(Data records)
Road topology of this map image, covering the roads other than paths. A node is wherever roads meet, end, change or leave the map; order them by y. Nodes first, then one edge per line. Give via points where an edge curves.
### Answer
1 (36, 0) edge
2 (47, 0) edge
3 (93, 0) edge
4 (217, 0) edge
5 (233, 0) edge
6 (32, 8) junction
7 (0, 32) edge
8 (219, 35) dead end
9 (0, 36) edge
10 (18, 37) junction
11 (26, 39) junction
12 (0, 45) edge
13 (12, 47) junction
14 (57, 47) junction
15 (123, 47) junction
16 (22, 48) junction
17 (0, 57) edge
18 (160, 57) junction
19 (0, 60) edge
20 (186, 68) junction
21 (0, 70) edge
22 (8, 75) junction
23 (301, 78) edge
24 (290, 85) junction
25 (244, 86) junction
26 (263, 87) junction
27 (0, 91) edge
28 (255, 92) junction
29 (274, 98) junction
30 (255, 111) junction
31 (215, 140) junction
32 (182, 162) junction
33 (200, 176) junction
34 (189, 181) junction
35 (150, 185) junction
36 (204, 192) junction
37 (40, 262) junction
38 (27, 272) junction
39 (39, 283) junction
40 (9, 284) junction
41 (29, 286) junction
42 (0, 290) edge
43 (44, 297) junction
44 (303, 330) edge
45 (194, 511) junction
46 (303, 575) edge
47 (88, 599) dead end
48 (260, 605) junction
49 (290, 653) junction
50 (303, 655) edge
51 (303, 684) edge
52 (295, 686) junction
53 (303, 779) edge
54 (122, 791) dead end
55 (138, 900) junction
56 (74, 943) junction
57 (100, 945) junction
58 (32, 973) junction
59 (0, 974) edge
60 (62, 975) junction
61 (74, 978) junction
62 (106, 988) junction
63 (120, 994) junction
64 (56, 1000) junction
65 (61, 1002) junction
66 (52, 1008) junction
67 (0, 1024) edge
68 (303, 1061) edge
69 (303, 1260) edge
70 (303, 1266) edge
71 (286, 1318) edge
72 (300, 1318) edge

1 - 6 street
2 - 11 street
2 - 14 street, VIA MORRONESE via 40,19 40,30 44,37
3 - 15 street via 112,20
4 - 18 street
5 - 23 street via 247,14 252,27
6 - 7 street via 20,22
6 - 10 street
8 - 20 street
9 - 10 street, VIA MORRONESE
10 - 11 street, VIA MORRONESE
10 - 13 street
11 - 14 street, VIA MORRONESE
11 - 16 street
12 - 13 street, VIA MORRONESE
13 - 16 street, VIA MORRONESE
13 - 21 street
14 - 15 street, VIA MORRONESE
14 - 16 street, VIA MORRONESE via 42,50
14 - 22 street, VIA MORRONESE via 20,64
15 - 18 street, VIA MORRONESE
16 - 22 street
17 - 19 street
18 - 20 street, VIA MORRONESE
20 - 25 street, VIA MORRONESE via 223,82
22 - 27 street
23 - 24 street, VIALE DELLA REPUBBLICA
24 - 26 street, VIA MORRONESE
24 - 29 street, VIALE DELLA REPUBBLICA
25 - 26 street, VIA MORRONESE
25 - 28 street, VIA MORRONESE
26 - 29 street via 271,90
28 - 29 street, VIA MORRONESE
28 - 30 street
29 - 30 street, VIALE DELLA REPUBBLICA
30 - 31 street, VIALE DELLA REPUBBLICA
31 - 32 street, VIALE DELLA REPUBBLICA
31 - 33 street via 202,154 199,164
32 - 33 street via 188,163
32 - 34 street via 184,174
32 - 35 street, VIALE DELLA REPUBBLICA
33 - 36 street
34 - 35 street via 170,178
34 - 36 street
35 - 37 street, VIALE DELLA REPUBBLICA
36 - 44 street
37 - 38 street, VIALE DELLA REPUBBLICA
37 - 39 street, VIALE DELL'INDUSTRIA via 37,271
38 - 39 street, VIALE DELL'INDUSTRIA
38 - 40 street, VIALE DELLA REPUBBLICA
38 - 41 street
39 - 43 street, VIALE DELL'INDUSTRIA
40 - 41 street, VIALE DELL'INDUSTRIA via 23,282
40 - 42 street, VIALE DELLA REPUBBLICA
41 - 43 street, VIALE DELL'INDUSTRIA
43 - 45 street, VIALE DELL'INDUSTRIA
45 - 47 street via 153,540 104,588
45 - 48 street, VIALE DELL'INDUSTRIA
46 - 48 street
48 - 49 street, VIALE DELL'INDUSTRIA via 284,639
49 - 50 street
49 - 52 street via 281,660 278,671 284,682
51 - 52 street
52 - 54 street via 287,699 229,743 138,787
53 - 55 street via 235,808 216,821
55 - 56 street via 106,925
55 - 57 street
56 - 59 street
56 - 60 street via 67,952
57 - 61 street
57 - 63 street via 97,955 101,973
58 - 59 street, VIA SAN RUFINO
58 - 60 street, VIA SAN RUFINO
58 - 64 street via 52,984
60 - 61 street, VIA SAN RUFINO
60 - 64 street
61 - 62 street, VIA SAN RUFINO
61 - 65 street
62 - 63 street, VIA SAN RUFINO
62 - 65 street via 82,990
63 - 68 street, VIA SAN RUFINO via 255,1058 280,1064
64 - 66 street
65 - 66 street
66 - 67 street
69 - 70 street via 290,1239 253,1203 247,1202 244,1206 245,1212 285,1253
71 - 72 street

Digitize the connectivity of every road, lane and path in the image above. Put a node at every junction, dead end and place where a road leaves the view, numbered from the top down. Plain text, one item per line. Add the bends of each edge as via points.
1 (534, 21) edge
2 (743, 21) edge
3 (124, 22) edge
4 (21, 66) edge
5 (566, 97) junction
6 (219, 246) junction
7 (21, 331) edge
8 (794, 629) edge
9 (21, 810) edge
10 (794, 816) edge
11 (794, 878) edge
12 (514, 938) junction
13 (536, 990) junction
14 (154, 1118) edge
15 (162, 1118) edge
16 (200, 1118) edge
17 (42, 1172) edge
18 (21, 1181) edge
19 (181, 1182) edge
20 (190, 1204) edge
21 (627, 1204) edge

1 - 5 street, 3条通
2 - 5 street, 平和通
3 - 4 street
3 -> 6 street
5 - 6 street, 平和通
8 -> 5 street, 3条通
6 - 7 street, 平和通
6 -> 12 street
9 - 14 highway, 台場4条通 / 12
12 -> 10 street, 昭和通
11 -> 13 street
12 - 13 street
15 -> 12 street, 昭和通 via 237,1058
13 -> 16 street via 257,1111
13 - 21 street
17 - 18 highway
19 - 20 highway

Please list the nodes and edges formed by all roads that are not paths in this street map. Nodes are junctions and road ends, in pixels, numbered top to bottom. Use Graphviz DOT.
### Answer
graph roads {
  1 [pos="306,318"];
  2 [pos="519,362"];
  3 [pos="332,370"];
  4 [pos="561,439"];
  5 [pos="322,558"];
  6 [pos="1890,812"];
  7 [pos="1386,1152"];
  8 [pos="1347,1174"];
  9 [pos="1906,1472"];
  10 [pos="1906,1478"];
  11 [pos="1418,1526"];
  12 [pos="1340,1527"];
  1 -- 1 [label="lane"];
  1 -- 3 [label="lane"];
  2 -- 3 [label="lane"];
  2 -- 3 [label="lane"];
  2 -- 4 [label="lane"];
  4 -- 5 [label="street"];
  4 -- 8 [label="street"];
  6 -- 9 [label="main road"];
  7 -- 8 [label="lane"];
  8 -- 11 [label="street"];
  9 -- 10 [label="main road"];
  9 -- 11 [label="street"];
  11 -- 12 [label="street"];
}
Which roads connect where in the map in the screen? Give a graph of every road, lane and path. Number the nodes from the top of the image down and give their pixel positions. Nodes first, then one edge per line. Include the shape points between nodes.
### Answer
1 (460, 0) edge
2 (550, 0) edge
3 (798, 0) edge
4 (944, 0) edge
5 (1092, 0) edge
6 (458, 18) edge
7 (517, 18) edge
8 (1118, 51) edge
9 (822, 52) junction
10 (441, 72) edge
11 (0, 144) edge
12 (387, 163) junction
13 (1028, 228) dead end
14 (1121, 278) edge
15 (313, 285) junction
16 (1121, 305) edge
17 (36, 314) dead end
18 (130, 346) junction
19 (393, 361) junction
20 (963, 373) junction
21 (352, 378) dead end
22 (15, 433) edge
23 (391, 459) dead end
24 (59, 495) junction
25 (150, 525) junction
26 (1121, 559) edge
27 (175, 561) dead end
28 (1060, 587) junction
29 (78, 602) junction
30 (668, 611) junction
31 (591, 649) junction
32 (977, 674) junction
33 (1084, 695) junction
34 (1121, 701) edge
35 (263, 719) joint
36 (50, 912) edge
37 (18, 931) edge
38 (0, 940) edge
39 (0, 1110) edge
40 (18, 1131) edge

▶ EXERCISE DIRECTIONS:
Based on the records above, how many lines hold the string "from"? Answer with the number by itself.

▶ OUTPUT BELOW:
2